Documentation Request: Model Parallelism Tutorial

sumneuron · November 16, 2017, 4:08pm

Note: I have been to and read

which are the two tutorials about model parallelism.

They link to this git repo:

github.com/apache/incubator-mxnet/tree/master/example/image-classification

which has some files allowing run to train on cifar10 and mnist datasets using a lot of nifty arguments.

However, this code is written in a very esoteric way (from the perspective of someone new to MXNet).

So my question is or topic is basically a tutorial for using multiple gpus.
Something simple like initializing a simple network with gluon and then training it on multiple gpus.

Also explaining what is and how to use

module = mx.module.Module(context=[mx.gpu(0), mx.gpu(2)], ...)

would be nice as the current isolated documentation does not make it very clear (again, from the point of a newcomer, perhaps it makes more sense for those who are more experienced with MXNet).

I appreciate your assistance and clarification in advance.

eric-haibin-lin · November 16, 2017, 10:05pm

Hi,

There’re some well written tutorials for multi-GPU training here: http://gluon.mxnet.io/chapter07_distributed-learning/multiple-gpus-scratch.html
Maybe you want to also read the first few chapters to get the basics of the Gluon API.
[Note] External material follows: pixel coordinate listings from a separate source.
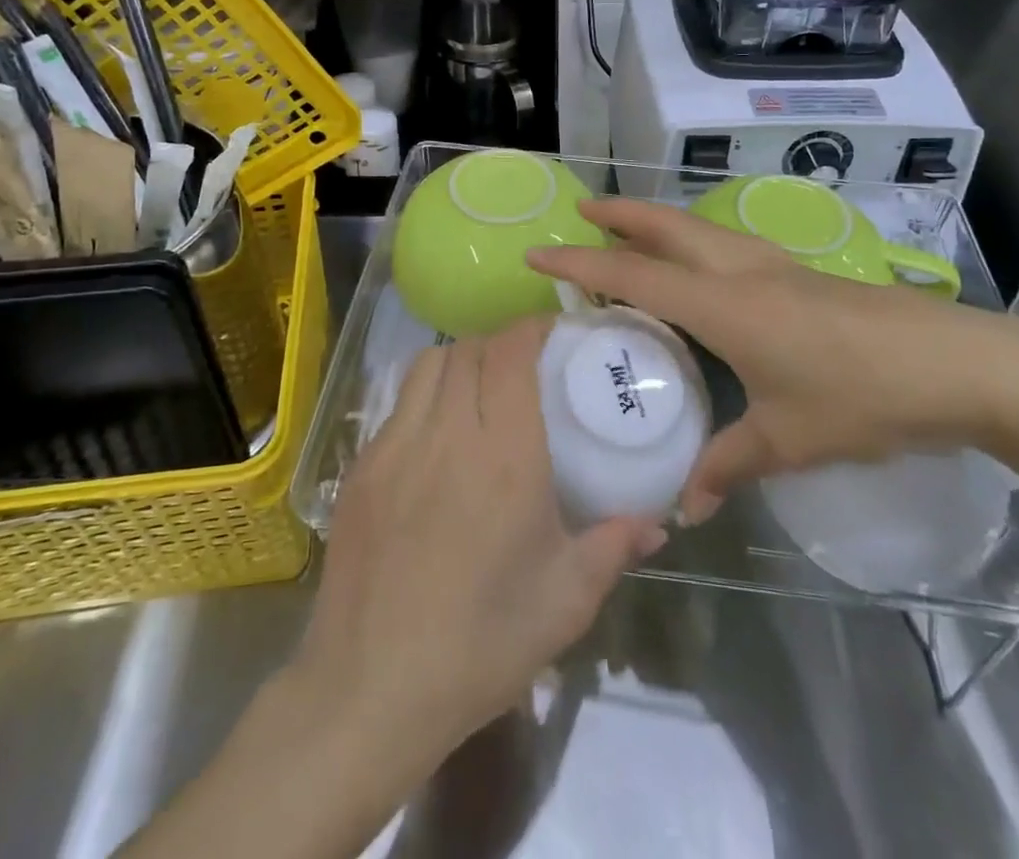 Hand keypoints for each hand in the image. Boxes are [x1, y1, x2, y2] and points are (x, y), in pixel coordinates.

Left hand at [296, 318, 665, 767]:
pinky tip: (437, 438)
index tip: (554, 332)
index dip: (532, 327)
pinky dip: (423, 397)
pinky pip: (396, 405)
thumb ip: (614, 546)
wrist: (370, 691)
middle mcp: (448, 433)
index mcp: (505, 454)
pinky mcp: (361, 468)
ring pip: (426, 365)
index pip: (511, 352)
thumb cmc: (481, 644)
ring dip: (458, 361)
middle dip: (499, 344)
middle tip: (523, 368)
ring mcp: (395, 446)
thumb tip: (658, 523)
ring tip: (479, 391)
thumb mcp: (565, 601)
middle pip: (468, 348)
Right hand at [529, 199, 1018, 521]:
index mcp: (725, 305)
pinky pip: (727, 246)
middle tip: (581, 210)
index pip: (635, 275)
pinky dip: (694, 242)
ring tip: (630, 231)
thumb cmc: (864, 397)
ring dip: (658, 222)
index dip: (582, 263)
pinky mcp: (801, 275)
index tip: (539, 252)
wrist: (958, 364)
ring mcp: (775, 267)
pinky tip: (702, 268)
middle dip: (620, 214)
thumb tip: (686, 505)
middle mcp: (742, 271)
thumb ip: (730, 463)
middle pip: (667, 226)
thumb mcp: (790, 440)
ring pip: (699, 229) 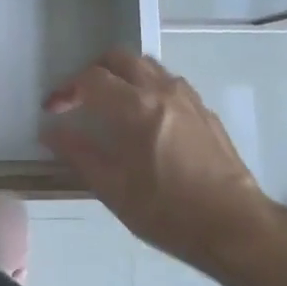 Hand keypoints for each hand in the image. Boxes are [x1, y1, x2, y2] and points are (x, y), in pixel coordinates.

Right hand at [42, 51, 275, 277]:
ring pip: (147, 65)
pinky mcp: (205, 111)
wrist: (236, 227)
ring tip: (112, 105)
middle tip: (80, 98)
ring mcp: (188, 98)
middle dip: (94, 71)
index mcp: (136, 107)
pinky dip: (148, 87)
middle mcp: (161, 91)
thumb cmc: (168, 212)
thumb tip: (51, 130)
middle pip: (120, 58)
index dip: (66, 89)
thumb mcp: (114, 190)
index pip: (91, 79)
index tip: (53, 109)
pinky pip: (169, 82)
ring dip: (123, 75)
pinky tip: (147, 119)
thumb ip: (79, 153) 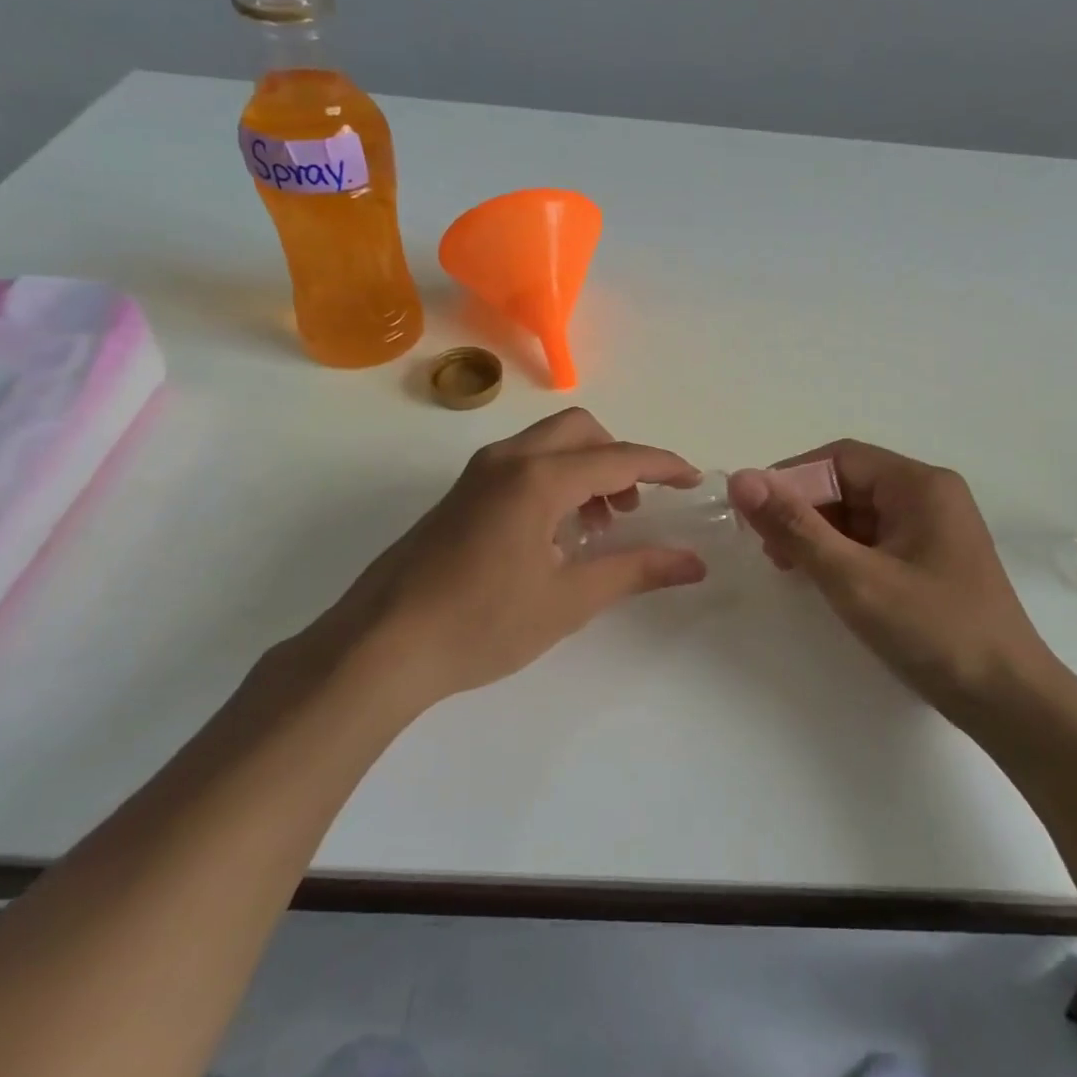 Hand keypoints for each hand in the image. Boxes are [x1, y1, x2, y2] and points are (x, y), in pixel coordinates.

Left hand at [294, 409, 706, 710]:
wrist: (382, 645)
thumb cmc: (482, 624)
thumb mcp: (569, 600)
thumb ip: (635, 570)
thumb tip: (693, 563)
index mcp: (538, 478)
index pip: (618, 458)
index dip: (663, 466)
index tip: (694, 480)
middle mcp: (508, 460)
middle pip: (581, 431)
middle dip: (619, 458)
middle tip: (636, 507)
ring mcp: (478, 474)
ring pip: (548, 444)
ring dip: (586, 469)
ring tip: (599, 527)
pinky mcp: (460, 493)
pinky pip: (522, 464)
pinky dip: (555, 479)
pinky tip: (556, 534)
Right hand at [728, 441, 1052, 716]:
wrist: (1009, 701)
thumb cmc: (934, 631)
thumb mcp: (854, 578)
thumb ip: (795, 527)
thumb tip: (741, 479)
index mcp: (920, 485)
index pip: (840, 459)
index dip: (791, 479)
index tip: (753, 512)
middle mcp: (929, 496)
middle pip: (849, 483)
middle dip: (803, 509)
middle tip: (767, 547)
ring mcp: (933, 529)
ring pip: (859, 513)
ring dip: (819, 532)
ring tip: (787, 566)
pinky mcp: (931, 560)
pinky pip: (875, 540)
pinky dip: (842, 552)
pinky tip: (821, 577) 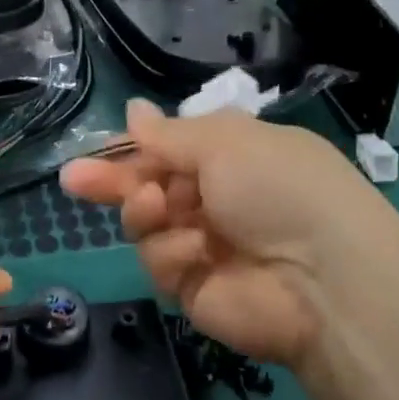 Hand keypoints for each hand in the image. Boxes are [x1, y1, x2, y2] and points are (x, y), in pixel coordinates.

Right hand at [61, 102, 398, 371]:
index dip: (131, 150)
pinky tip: (194, 250)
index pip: (168, 150)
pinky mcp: (195, 289)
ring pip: (145, 225)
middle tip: (74, 179)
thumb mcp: (224, 142)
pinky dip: (172, 252)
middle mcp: (216, 200)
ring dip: (144, 212)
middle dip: (114, 182)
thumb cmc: (277, 187)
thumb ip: (169, 134)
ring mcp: (205, 246)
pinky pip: (161, 262)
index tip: (95, 151)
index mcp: (230, 157)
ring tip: (156, 206)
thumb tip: (134, 110)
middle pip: (147, 188)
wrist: (324, 279) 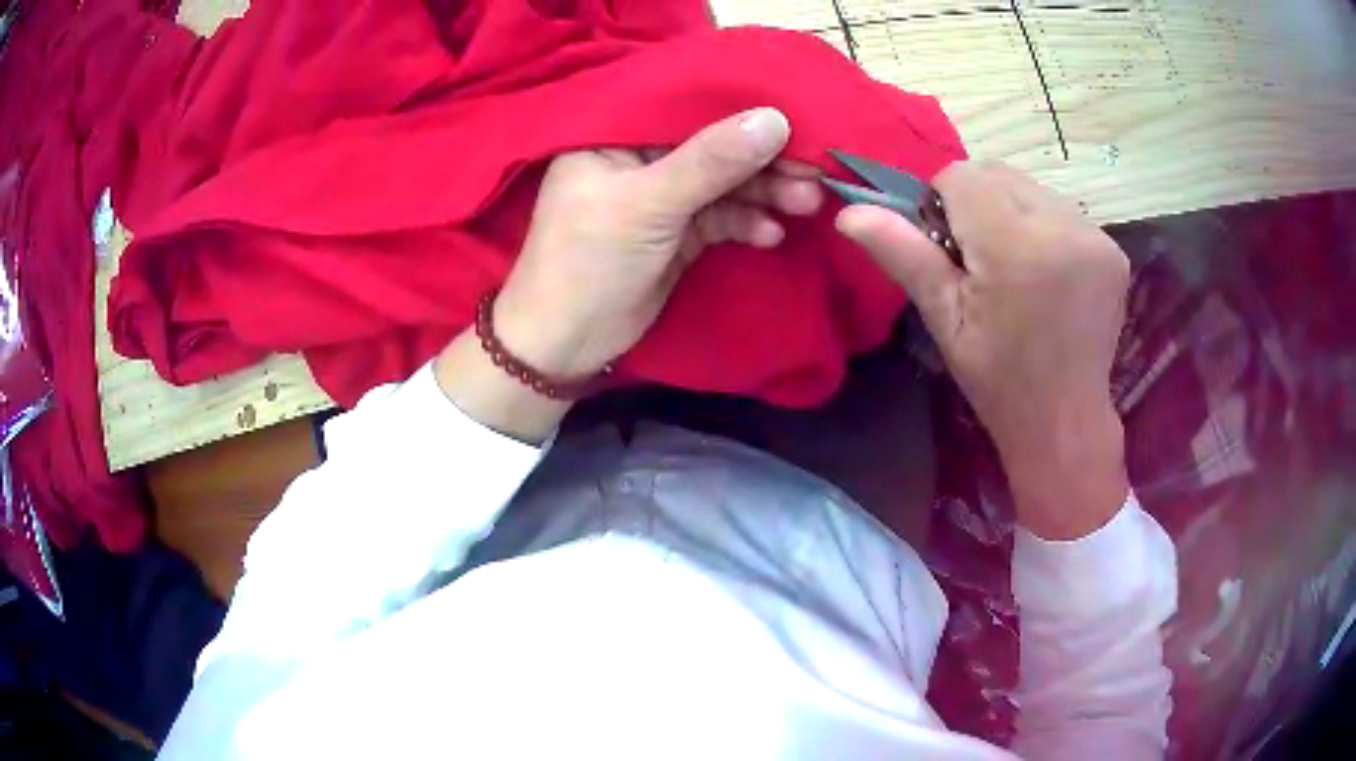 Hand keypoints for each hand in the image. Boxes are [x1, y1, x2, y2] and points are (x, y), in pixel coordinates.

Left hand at [491, 107, 821, 378]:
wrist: (566, 344)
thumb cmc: (588, 261)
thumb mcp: (648, 204)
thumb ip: (711, 161)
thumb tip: (775, 119)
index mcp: (612, 136)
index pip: (685, 109)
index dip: (740, 111)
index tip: (796, 117)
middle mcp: (638, 159)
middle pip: (712, 147)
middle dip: (762, 160)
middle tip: (814, 172)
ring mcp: (660, 197)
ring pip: (723, 184)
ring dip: (764, 193)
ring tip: (806, 203)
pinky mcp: (677, 233)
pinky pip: (721, 217)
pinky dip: (747, 223)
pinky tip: (770, 234)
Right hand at [838, 161, 1130, 538]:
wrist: (1064, 419)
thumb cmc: (998, 378)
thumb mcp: (944, 319)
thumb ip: (904, 255)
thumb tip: (849, 212)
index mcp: (1015, 248)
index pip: (962, 176)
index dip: (944, 204)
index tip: (950, 249)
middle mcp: (1063, 228)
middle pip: (998, 174)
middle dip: (979, 204)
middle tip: (981, 262)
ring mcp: (1095, 237)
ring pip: (1031, 187)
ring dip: (1012, 212)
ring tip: (1016, 268)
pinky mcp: (1113, 248)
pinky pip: (1062, 210)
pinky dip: (1044, 226)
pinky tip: (1046, 271) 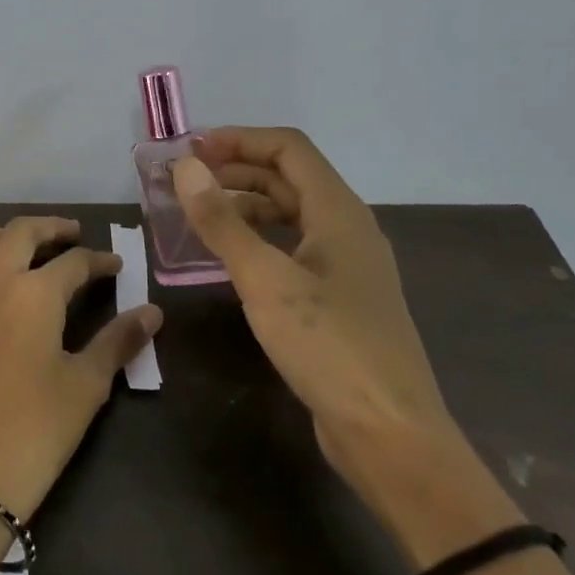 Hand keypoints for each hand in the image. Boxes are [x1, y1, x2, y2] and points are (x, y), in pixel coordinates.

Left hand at [0, 217, 162, 522]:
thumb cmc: (36, 429)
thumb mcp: (86, 384)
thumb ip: (118, 340)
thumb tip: (152, 312)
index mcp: (34, 291)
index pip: (74, 262)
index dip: (99, 261)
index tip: (116, 266)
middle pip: (22, 232)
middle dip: (53, 228)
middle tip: (75, 235)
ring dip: (10, 235)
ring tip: (33, 248)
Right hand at [170, 129, 455, 481]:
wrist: (389, 434)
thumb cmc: (328, 346)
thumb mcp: (265, 280)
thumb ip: (222, 221)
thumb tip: (185, 167)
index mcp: (338, 212)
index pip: (288, 149)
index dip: (239, 140)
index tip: (191, 149)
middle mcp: (346, 229)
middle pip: (289, 179)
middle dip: (236, 170)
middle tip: (185, 180)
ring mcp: (345, 266)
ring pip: (290, 215)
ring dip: (245, 206)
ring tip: (198, 215)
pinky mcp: (338, 299)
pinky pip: (292, 250)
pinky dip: (257, 241)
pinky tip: (228, 259) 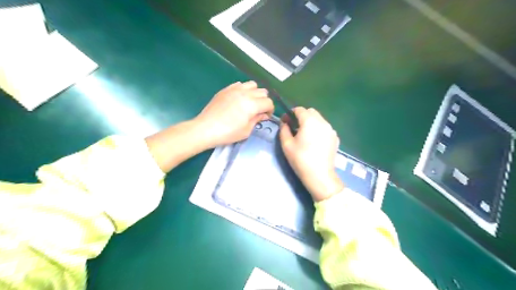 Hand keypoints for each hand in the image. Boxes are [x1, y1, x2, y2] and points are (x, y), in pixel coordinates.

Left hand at [193, 80, 273, 146]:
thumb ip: (257, 120)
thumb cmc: (227, 133)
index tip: (266, 117)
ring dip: (255, 93)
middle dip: (264, 101)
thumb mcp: (246, 131)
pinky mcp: (226, 89)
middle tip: (259, 111)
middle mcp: (245, 93)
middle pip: (263, 91)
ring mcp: (234, 89)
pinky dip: (243, 89)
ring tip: (250, 103)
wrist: (206, 128)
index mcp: (252, 104)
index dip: (270, 110)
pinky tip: (239, 99)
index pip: (268, 102)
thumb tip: (263, 115)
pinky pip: (240, 84)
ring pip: (252, 84)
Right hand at [278, 107, 340, 201]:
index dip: (290, 113)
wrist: (320, 175)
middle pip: (311, 112)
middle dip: (301, 116)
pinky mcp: (335, 138)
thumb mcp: (286, 144)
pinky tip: (315, 142)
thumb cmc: (300, 159)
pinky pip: (325, 128)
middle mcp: (322, 122)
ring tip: (305, 135)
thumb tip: (284, 123)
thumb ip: (283, 129)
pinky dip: (318, 130)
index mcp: (310, 121)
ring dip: (311, 123)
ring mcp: (331, 130)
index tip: (285, 122)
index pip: (299, 109)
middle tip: (295, 128)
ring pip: (319, 119) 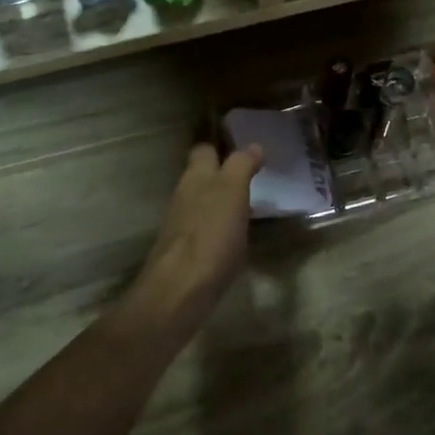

Jerry · November 17, 2017, 3:25am

I think having documentation reduce the friction for experienced user. Reading docs is usually faster than reading a tutorial.

sumneuron · November 17, 2017, 10:13am

It is always a trade off. Great documentation will be faster for those who are familiar with the library and api as reference. However, for those starting to learn the library (which is currently in transition from symbol to gluon), the current documentation is not yet accessible. So both are needed. Perhaps the best example of a well documented language is Mathematica which has extensive documentation with a variety of depths as well as examples.

sumneuron · November 17, 2017, 10:15am

Thank you for sending me that link. I did not see it prior. I have read the previous gluon tutorials, but even after reading and implementing those (as well as other tests that I have tried), I can not confidently use the documentation or be sure if I am implementing something in the “proper” way.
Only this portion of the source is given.